> Requirement
Leaving the pictures aside, repeat each line below exactly.

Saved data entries
*****
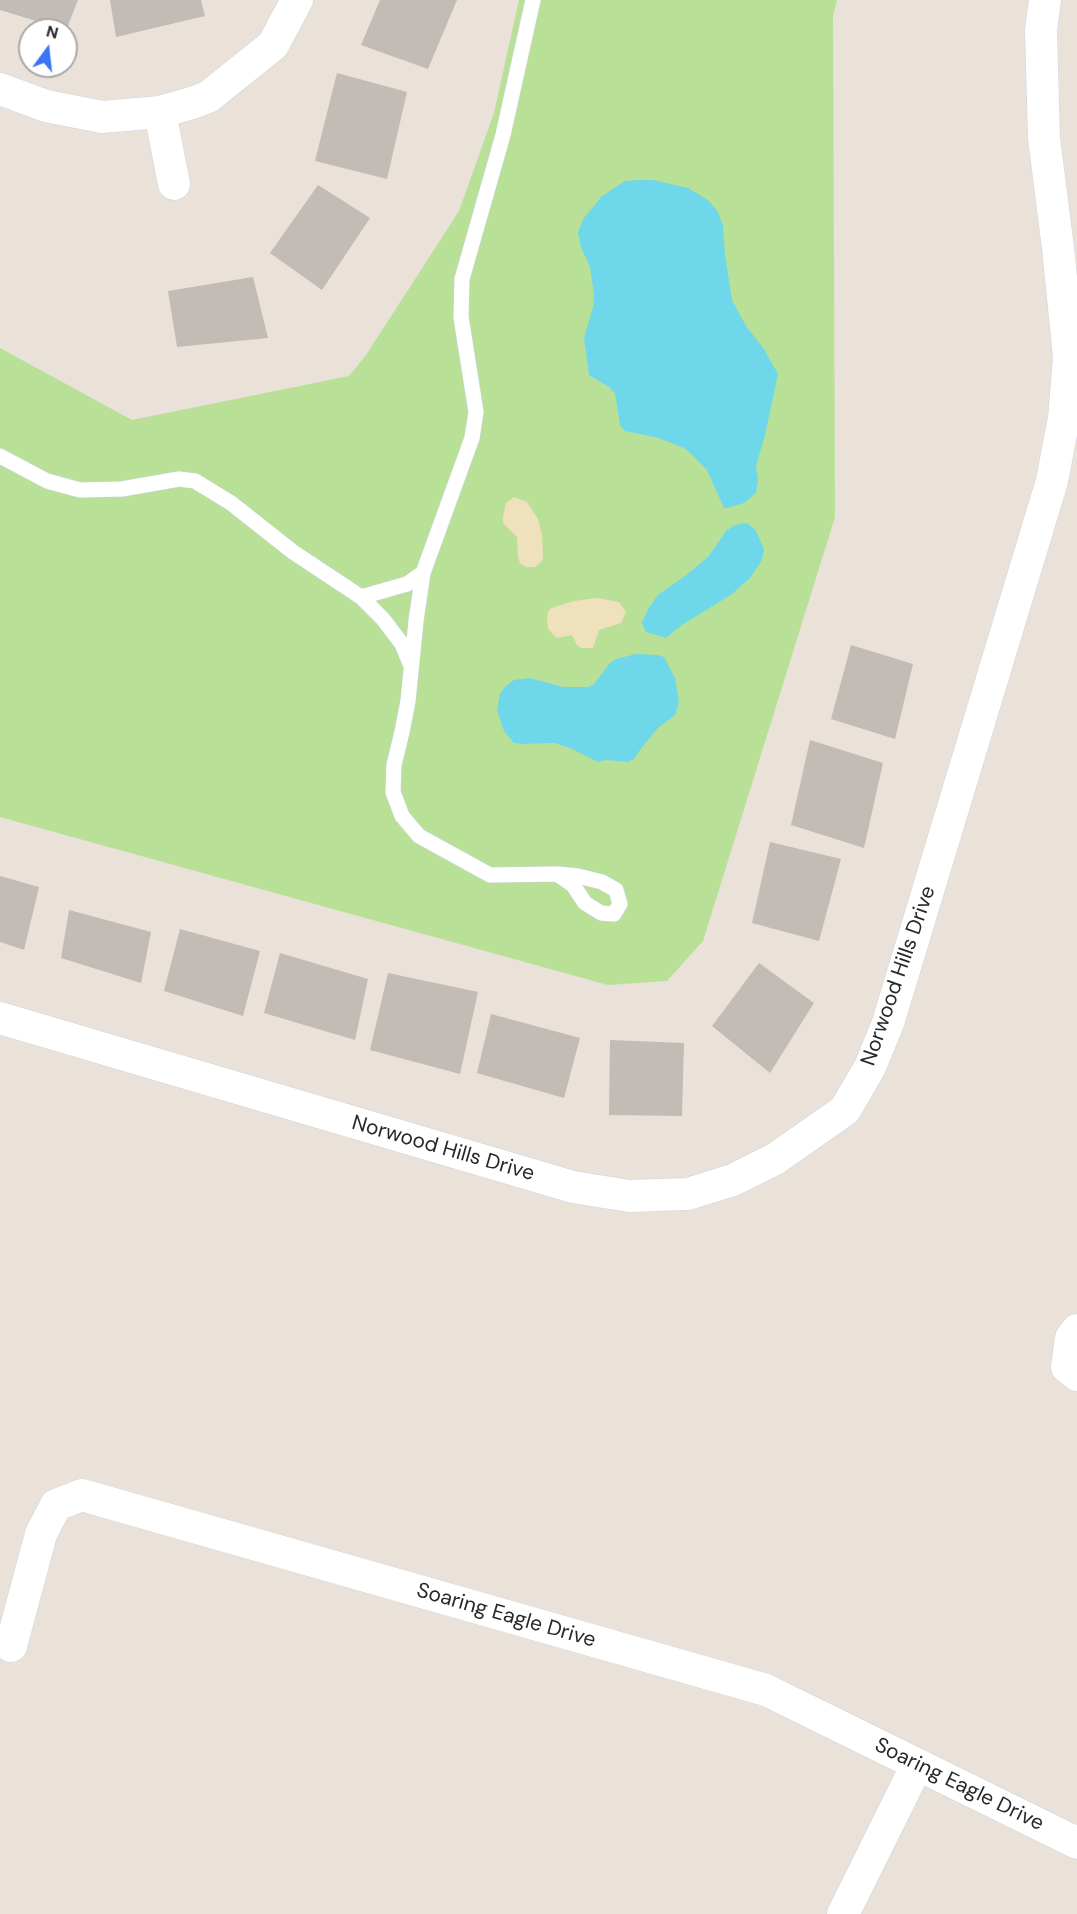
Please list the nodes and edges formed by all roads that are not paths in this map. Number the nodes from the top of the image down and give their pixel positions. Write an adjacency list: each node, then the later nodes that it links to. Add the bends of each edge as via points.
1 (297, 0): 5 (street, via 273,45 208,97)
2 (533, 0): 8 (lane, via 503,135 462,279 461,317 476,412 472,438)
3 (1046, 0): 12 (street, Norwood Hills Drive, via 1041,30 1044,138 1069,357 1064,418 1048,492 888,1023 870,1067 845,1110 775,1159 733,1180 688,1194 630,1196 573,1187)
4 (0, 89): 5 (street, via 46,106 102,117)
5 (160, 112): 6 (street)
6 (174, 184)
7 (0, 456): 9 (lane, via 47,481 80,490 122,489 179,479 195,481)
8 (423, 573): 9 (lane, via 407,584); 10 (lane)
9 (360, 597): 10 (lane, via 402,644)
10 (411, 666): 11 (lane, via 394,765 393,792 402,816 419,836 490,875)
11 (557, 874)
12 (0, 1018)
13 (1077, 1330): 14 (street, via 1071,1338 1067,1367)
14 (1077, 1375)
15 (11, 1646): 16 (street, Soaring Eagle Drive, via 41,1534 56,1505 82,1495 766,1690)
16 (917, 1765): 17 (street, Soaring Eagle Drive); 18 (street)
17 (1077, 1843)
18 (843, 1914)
*****
> Result of this exercise
Please list the nodes and edges formed by all roads that are not paths in this map. Number the nodes from the top of the image down and give their pixel positions. Write an adjacency list: each node, then the later nodes that it links to. Add the bends of each edge as via points.
1 (297, 0): 5 (street, via 273,45 208,97)
2 (533, 0): 8 (lane, via 503,135 462,279 461,317 476,412 472,438)
3 (1046, 0): 12 (street, Norwood Hills Drive, via 1041,30 1044,138 1069,357 1064,418 1048,492 888,1023 870,1067 845,1110 775,1159 733,1180 688,1194 630,1196 573,1187)
4 (0, 89): 5 (street, via 46,106 102,117)
5 (160, 112): 6 (street)
6 (174, 184)
7 (0, 456): 9 (lane, via 47,481 80,490 122,489 179,479 195,481)
8 (423, 573): 9 (lane, via 407,584); 10 (lane)
9 (360, 597): 10 (lane, via 402,644)
10 (411, 666): 11 (lane, via 394,765 393,792 402,816 419,836 490,875)
11 (557, 874)
12 (0, 1018)
13 (1077, 1330): 14 (street, via 1071,1338 1067,1367)
14 (1077, 1375)
15 (11, 1646): 16 (street, Soaring Eagle Drive, via 41,1534 56,1505 82,1495 766,1690)
16 (917, 1765): 17 (street, Soaring Eagle Drive); 18 (street)
17 (1077, 1843)
18 (843, 1914)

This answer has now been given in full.